In 1890, Ulanowska's son married and moved to Moscow, Russian Empire, to work as a government official. After the birth of her grandson, Ulanowska visited the family in Moscow and stayed living there, teaching students privately in French and music and financially supporting her son. While in Moscow, she subscribed to Polish newspapers.

== Ethnography ==
While living in Kraków, Ulanowska collected folklore materials for the Polish Academy of Arts and Sciences. When she was in Lativa, she sent objects from amateur archaeological excavations to the academy.

In 1884, Ulanowska published Symbolika wiosenna (Spring symbolism), which included a reconstructed image of the folk idea of spring and the symbolism of flora and fauna. She also wrote of the “wściekła polka” dance performed by mountaineers from the regions of Rabka.

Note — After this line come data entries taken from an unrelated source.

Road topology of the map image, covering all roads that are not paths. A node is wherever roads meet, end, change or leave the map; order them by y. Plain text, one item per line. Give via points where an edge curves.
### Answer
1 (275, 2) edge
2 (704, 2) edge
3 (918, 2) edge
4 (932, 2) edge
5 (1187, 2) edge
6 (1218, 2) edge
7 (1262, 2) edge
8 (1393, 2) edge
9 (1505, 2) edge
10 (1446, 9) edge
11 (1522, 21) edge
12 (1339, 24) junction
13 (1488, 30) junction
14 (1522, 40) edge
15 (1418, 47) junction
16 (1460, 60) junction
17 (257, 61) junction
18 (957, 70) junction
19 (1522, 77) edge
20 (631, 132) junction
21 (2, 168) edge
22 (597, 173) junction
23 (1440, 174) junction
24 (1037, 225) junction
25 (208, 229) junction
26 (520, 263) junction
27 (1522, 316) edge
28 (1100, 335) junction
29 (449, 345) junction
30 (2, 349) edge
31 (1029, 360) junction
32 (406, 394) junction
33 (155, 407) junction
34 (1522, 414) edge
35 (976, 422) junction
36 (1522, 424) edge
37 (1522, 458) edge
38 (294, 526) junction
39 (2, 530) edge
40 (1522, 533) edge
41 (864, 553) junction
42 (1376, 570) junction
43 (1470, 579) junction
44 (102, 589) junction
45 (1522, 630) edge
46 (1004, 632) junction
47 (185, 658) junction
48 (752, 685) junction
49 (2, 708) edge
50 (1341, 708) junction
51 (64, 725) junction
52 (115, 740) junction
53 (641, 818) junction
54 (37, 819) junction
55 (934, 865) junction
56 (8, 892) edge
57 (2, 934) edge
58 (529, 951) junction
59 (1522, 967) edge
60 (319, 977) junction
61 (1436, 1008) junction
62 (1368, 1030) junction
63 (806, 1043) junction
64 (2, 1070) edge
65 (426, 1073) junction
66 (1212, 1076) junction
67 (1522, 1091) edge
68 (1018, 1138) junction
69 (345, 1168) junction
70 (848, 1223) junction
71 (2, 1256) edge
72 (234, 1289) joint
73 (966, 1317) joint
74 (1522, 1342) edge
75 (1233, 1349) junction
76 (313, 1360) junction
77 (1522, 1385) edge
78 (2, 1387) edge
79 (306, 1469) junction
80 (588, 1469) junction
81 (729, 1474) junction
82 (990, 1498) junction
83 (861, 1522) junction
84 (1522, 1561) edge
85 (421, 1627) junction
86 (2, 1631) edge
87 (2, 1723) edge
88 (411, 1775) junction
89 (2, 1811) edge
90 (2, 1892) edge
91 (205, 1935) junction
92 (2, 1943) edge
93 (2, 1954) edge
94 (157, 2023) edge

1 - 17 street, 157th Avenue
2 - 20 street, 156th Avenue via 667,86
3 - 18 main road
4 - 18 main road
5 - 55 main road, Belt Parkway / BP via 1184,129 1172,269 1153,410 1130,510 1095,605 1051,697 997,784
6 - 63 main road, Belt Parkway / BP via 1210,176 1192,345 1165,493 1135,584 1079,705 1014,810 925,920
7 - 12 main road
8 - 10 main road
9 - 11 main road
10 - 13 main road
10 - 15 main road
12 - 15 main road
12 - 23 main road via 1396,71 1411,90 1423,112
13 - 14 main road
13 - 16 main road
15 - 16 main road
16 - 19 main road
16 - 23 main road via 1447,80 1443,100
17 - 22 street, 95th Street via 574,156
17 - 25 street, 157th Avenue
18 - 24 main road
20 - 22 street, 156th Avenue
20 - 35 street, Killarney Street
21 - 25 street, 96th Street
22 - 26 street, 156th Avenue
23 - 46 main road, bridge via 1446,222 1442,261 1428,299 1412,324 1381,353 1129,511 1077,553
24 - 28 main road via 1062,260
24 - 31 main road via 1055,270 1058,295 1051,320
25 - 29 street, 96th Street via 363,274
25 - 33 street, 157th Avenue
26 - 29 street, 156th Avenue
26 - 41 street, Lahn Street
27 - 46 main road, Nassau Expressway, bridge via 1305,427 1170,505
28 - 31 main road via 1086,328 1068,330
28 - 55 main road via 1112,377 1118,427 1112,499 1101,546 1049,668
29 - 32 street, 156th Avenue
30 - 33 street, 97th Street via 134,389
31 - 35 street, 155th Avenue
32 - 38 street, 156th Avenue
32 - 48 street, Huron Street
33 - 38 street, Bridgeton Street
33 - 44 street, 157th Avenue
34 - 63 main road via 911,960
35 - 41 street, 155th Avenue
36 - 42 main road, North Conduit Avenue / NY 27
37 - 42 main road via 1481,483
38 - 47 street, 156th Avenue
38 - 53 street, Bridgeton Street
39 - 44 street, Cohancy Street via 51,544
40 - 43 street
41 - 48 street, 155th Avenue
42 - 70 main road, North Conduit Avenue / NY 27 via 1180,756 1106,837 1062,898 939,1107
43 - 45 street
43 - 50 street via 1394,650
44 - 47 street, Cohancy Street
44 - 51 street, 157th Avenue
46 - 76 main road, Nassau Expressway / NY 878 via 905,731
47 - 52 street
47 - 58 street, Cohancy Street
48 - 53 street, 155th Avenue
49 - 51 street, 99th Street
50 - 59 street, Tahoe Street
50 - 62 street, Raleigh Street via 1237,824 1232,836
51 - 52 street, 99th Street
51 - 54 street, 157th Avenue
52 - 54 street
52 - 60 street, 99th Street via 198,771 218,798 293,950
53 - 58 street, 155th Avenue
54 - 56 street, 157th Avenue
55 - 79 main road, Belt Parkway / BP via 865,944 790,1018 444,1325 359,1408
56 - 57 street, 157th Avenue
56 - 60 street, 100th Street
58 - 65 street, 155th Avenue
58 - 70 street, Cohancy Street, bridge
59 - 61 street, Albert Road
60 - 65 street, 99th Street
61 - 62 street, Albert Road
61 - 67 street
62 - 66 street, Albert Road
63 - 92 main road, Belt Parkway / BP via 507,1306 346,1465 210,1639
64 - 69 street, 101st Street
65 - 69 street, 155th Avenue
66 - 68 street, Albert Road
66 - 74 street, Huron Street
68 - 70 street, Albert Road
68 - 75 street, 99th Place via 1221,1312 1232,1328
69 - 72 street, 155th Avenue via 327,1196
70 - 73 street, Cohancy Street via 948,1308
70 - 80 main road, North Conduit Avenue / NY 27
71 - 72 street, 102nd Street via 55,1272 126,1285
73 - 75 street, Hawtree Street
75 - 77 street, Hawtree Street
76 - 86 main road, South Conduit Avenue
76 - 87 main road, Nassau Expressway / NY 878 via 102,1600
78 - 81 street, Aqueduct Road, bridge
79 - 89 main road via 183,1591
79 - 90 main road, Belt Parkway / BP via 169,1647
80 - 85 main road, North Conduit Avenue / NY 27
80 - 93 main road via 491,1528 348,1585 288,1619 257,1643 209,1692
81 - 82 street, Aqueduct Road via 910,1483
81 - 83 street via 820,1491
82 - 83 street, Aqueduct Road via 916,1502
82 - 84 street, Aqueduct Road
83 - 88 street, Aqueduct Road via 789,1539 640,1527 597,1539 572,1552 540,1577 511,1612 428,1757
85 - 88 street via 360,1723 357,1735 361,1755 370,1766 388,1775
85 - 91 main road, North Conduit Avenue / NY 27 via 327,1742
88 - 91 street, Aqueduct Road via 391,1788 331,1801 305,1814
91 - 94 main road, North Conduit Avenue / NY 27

From 1891 to 1895, Ulanowska published Łotysze Inflant Polskich a w szczególności gminy wielońskiej, powiatu rzeżyckiego: obraz etnograficzny, three volumes of ethnographic observations of Latvians living in the eastern part of Latvia. Her work detailed their beliefs, fairytales, folklore, language, traditional culture and religion and included her own translations of songs, proverbs and riddles from Latgalian to Polish. She collected material for the three volumes in the small town Viļāni.

Ulanowska was a correspondent of Polish ethnographers Izydor Kopernicki [pl] and Jan Karłowicz. Her works were published by the Academy of Learning.

== Later life ==
Ulanowska is thought to have returned to Belarus before 1912, but her date and place of death are unknown.

A dictionary was produced based on Ulanowska's lexicographical analysis of folktales in 2024.